Sprott (NYSE:SII – Get Free Report) and Eagle Point Credit (NYSE:ECC – Get Free Report) are both finance companies, but which is the better investment? We will contrast the two companies based on the strength of their dividends, institutional ownership, earnings, valuation, profitability, analyst recommendations and risk.
Risk & Volatility
Sprott has a beta of 0.95, suggesting that its stock price is 5% less volatile than the S&P 500. Comparatively, Eagle Point Credit has a beta of 0.37, suggesting that its stock price is 63% less volatile than the S&P 500.
Earnings & Valuation
This table compares Sprott and Eagle Point Credit”s top-line revenue, earnings per share and valuation.
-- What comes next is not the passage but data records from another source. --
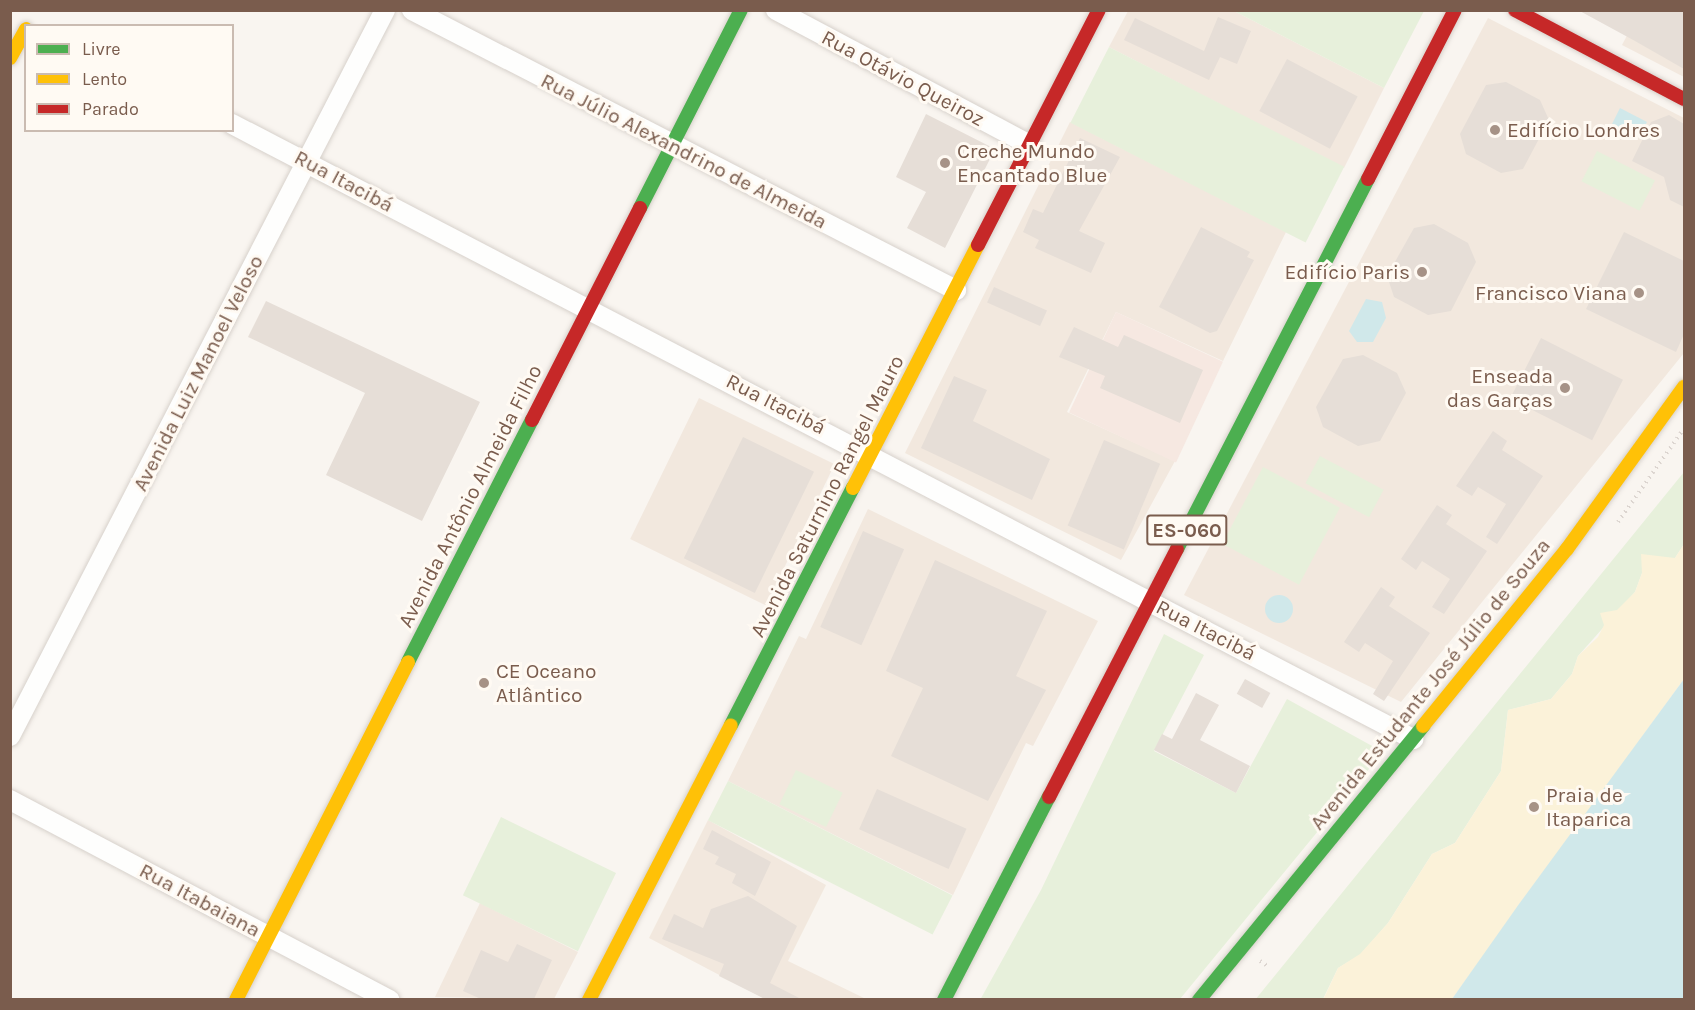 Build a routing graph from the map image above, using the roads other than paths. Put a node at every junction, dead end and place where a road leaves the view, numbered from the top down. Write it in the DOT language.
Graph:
graph roads {
  1 [pos="385,10"];
  2 [pos="412,10"];
  3 [pos="741,10"];
  4 [pos="776,10"];
  5 [pos="1099,10"];
  6 [pos="1455,10"];
  7 [pos="1515,10"];
  8 [pos="24,32"];
  9 [pos="10,58"];
  10 [pos="1684,99"];
  11 [pos="234,125"];
  12 [pos="672,145"];
  13 [pos="1030,145"];
  14 [pos="307,162"];
  15 [pos="956,290"];
  16 [pos="590,310"];
  17 [pos="1684,387"];
  18 [pos="874,454"];
  19 [pos="1150,602"];
  20 [pos="10,736"];
  21 [pos="1413,739"];
  22 [pos="10,800"];
  23 [pos="268,936"];
  24 [pos="236,999"];
  25 [pos="389,999"];
  26 [pos="589,999"];
  27 [pos="944,999"];
  28 [pos="1199,999"];
  1 -- 14 [label="street, Avenida Luiz Manoel Veloso"];
  2 -- 12 [label="street, Rua Júlio Alexandrino de Almeida"];
  3 -- 12 [label="main road, Avenida Antônio Almeida Filho"];
  4 -- 13 [label="street, Rua Otávio Queiroz"];
  5 -- 13 [label="main road, Avenida Saturnino Rangel Mauro"];
  6 -- 19 [label="main road, ES-060"];
  7 -- 10 [label="main road"];
  8 -- 9 [label="main road"];
  11 -- 14 [label="street, Rua Itacibá"];
  12 -- 15 [label="street, Rua Júlio Alexandrino de Almeida"];
  12 -- 16 [label="main road, Avenida Antônio Almeida Filho"];
  13 -- 15 [label="main road, Avenida Saturnino Rangel Mauro"];
  14 -- 16 [label="street, Rua Itacibá"];
  14 -- 20 [label="street, Avenida Luiz Manoel Veloso"];
  15 -- 18 [label="main road, Avenida Saturnino Rangel Mauro"];
  16 -- 18 [label="street, Rua Itacibá"];
  16 -- 23 [label="main road, Avenida Antônio Almeida Filho"];
  17 -- 21 [label="main road, Avenida Estudante José Júlio de Souza"];
  18 -- 19 [label="street, Rua Itacibá"];
  18 -- 26 [label="main road, Avenida Saturnino Rangel Mauro"];
  19 -- 21 [label="street, Rua Itacibá"];
  19 -- 27 [label="main road, ES-060"];
  21 -- 28 [label="main road, Avenida Estudante José Júlio de Souza"];
  22 -- 23 [label="street, Rua Itabaiana"];
  23 -- 24 [label="main road, Avenida Antônio Almeida Filho"];
  23 -- 25 [label="street, Rua Itabaiana"];
}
| Gross Revenue | Price/Sales Ratio | Net Income | Earnings Per Share | Price/Earnings Ratio | |
| Sprott | $178.65 million | 11.73 | $49.29 million | $1.95 | 41.68 |
| Eagle Point Credit | $179.77 million | 3.97 | $85.49 million | $0.19 | 29.74 |
Eagle Point Credit has higher revenue and earnings than Sprott. Eagle Point Credit is trading at a lower price-to-earnings ratio than Sprott, indicating that it is currently the more affordable of the two stocks.
Profitability
This table compares Sprott and Eagle Point Credit’s net margins, return on equity and return on assets.
| Net Margins | Return on Equity | Return on Assets | |
| Sprott | 23.26% | 15.01% | 11.97% |
| Eagle Point Credit | 12.33% | 13.53% | 8.26% |
Analyst Recommendations
This is a breakdown of current ratings and recommmendations for Sprott and Eagle Point Credit, as reported by MarketBeat.com.
| Sell Ratings | Hold Ratings | Buy Ratings | Strong Buy Ratings | Rating Score | |
| Sprott | 0 | 1 | 3 | 0 | 2.75 |
| Eagle Point Credit | 0 | 2 | 3 | 1 | 2.83 |
Eagle Point Credit has a consensus target price of $7.46, suggesting a potential upside of 32.01%. Given Eagle Point Credit’s stronger consensus rating and higher possible upside, analysts plainly believe Eagle Point Credit is more favorable than Sprott.
Dividends
Sprott pays an annual dividend of $1.60 per share and has a dividend yield of 2.0%. Eagle Point Credit pays an annual dividend of $1.68 per share and has a dividend yield of 29.7%. Sprott pays out 82.1% of its earnings in the form of a dividend, suggesting it may not have sufficient earnings to cover its dividend payment in the future. Eagle Point Credit pays out 884.2% of its earnings in the form of a dividend, suggesting it may not have sufficient earnings to cover its dividend payment in the future. Sprott has raised its dividend for 1 consecutive years.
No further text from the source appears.